“Leadership is essentially a cultural activity – it is suffused with values, beliefs, language, rituals and artefacts.”
Written by Raymond Lynn CEO of Fair Football Download the full whitepaper here
Open up any Cross-Cultural training manual, watch any Intercultural management video, or simply listen to a seasoned trainer, and one theme will consistently emerge; being an effective leader in one culture does not automatically make you an effective leader in all cultures. This notion is usually followed by the terrifically understated idea that leadership is “important”. Leadership is not important, leadership is a necessity that has existed in our societies since the dawn of man, and is intrinsically connected with status and power. However, all too often our industry places too much emphasis on highlighting and comparing leadership traits across cultures, at the expense of truly understanding how power is wielded by leaders and, crucially, how it is received by subordinates in those cultures.

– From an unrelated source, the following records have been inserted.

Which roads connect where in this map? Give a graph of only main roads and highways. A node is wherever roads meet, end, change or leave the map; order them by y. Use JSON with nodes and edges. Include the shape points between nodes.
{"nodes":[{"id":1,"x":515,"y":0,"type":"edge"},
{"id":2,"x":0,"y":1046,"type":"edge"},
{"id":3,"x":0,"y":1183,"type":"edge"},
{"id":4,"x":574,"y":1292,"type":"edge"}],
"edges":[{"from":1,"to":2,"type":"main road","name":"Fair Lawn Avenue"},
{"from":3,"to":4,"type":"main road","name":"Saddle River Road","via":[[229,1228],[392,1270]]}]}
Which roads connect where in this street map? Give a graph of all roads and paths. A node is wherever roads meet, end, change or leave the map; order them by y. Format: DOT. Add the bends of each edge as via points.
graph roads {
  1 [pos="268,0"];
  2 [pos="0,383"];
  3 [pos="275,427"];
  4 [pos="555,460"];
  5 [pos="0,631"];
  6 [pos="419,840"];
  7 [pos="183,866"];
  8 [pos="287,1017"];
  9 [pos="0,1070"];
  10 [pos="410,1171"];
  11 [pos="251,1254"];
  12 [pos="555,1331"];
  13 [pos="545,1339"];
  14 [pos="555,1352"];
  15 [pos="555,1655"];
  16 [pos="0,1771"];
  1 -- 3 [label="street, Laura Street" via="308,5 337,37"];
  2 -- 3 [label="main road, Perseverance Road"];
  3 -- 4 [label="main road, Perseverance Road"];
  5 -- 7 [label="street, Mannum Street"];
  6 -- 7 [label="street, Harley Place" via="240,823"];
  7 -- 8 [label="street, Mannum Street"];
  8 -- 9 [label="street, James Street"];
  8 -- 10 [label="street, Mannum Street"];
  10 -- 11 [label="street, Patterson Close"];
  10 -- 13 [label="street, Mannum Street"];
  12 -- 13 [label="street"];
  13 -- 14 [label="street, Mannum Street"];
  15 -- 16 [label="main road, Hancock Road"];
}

Look across the plethora of definitions of the notion of culture and, again, a common theme emerges. That is to say, culture is a certain mental programming specific to particular groups, culture is how these groups perceive the world, and culture is simply how things are done in one context or another. Therefore, regarding leaders and leadership, culture cannot be dismissed. However, it must be understood to not define leadership characteristics per se, but to unravel different cultural understandings and ways of enacting leadership.
Culture in leadership
Often we will hear of differences in leadership styles, for example, there are cultures that prefer leaders who are assertive, visible and commanding; whereas others favour leaders who lead from behind and are practically invisible. Moreover, just as there are many traits that are universally appealing to the modern workforce, e.g. decisiveness, dynamism, ability to motivate, etc, there are also many traits that are accepted in some cultures but rejected by others. For example, we know that countries like the U.S., England, France and Germany have a tendency to glamourise leaders, whereas in the Netherlands, the glorification of leaders is seen as merely a horrid manifestation of social inequality, and is heavily frowned upon.
While acknowledging these differences is useful, it means little if we first do not seek to understand what leadership means in these countries. Indeed, this is a key issue in our understanding of cross-cultural management; we simply do not pay enough attention to the fact that the very meaning of leadership can greatly vary from country to country, and culture to culture. In hierarchical countries, for example, leadership is identified as being disconnected from those following, whereas in egalitarian countries, leadership is recognised as being less distinguishable and more approachable.
Power and culture
While trainers can be quick to draw on Geert Hofstede’s individualist/collectivist dimension, his notion of power distance, defined as the degree to which societies allow the distribution of unequal power, is a better reference point here. For example, it describes the influence power has on personal as well organisational functioning and how it is embraced by the subordinates as much as leaders. This again draws attention to not only how power is exercised but more importantly, how it is received.
An often taken for granted fact of modern human society is that all cultures (and organisations) create methods to elicit responsible and productive behaviour from members, however, there are multiple approaches to achieve this, which must be exercised differently depending on the culture. As a result, the level of power distance impacts the motives and expectations of the subordinates, thus the higher the power the more direction and guidance is expected. What this means is that there is acceptance towards autocratic leadership styles and likewise, the lower the power distance, the more freedom and independence individuals receive, which requires less autocratic and demanding leadership styles.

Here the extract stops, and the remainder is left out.